“Some lives are so vivid, it is difficult to imagine them ended. Some voices are so vibrant, it is hard to think of them stilled. John McCain was a man of deep conviction and a patriot of the highest order.”
This is how President George W. Bush remembered John McCain on Saturday after the senator died at the age of eighty-one. True to form, the senator asked Mr. Bush and President Obama—each of whom ran against him in presidential campaigns—to deliver eulogies at his funeral.
Today America is remembering one of our nation’s greatest heroes. This morning’s Wall Street Journal calls him a “principled leader.” CNN describes him as a “War Hero. Statesman. Maverick,” calling him “one of the leading voices in American politics.”
Others have fought for our nation and even been prisoners of war.
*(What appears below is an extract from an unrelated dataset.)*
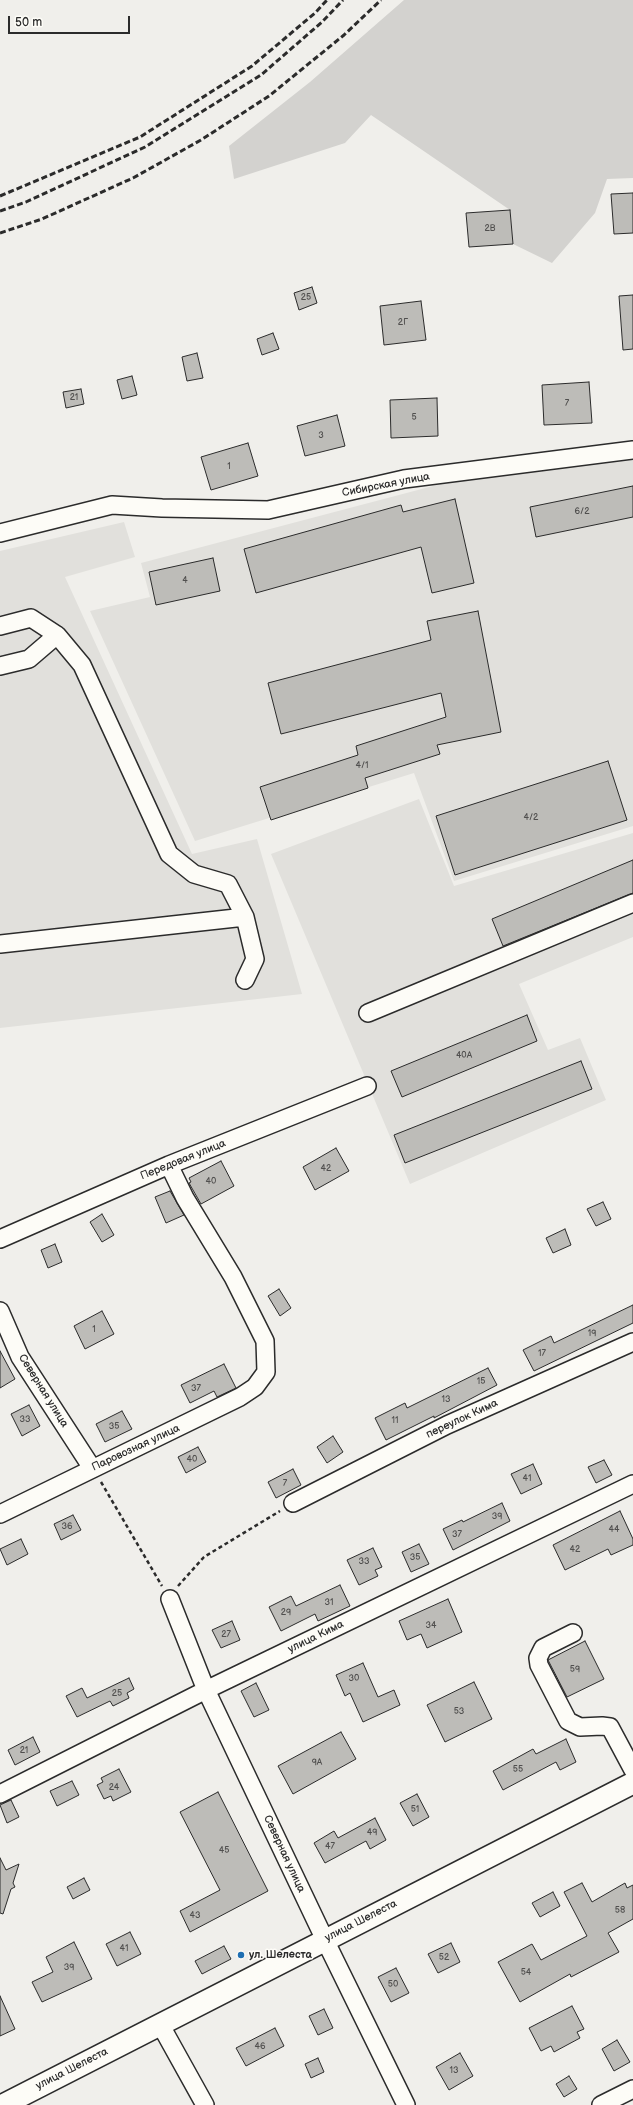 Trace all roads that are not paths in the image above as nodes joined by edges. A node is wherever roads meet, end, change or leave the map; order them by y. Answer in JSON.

Others have served in the United States Senate and even been nominated for president of the United States.
John McCain is being remembered today especially because of this singular trait: his sacrificial courage.
Why McCain couldn’t raise his arms
In 1973, McCain wrote about his experience as a prisoner during the Vietnam War. Reading his account over the weekend was a moving experience for me.
On October 26, 1967, McCain’s Skyhawk dive bomber was shot down over Hanoi. His right leg was broken, his left arm was fractured, and his right arm was broken in three places.
Vietnamese doctors eventually tried to put a cast on his right arm (without Novocain) but could not set the bones and put him in a chest cast. He spent two years in solitary confinement, communicating with fellow prisoners by tapping codes through the prison walls. He suffered from dysentery for a year and a half.
Since his father was commander in chief of US forces in the Pacific, camp officials offered at one point to release him. McCain refused, insisting that those who had been imprisoned before him be set free first.
He was then subjected to extreme torture. His left arm was broken again, and his ribs were cracked. He was made to stand on a stool for days. He was released in 1973 but was left with permanent injuries as a result of his mistreatment. For instance, when he gestured during political speeches, he never raised his arms above his shoulders because he couldn’t.
Two reasons sacrificial courage is so rare
Sacrificial courage is especially remarkable because it is so rare. And it is so rare because it is contrary to human nature and to our secular culture.
The first temptation is the essence of all temptation: “You will be like God” (Genesis 3:5). Friedrich Nietzsche called it “the will to power,” the basic human drive to be more, have more, and do more.
We see it in the first sin, when the first man and woman took the forbidden fruit in their quest for pleasure and power (v. 6). We see it in the second recorded sin, when Cain murdered Abel because his brother’s offering was more esteemed than his own (Genesis 4:1–8).
We see it in the horrific shooting in Florida yesterday, when a video gamer lost in the tournament and opened fire on other competitors. He killed two people and injured eleven others before turning the gun on himself.
For John McCain to put other prisoners ahead of himself in Vietnam was counter to the egotism that drives our fallen nature today.
Such courage is also counter to our secular culture. We recognize self-sacrifice, but we reward self-promotion. Sen. McCain was in the news occasionally, but the Kardashians make headlines daily.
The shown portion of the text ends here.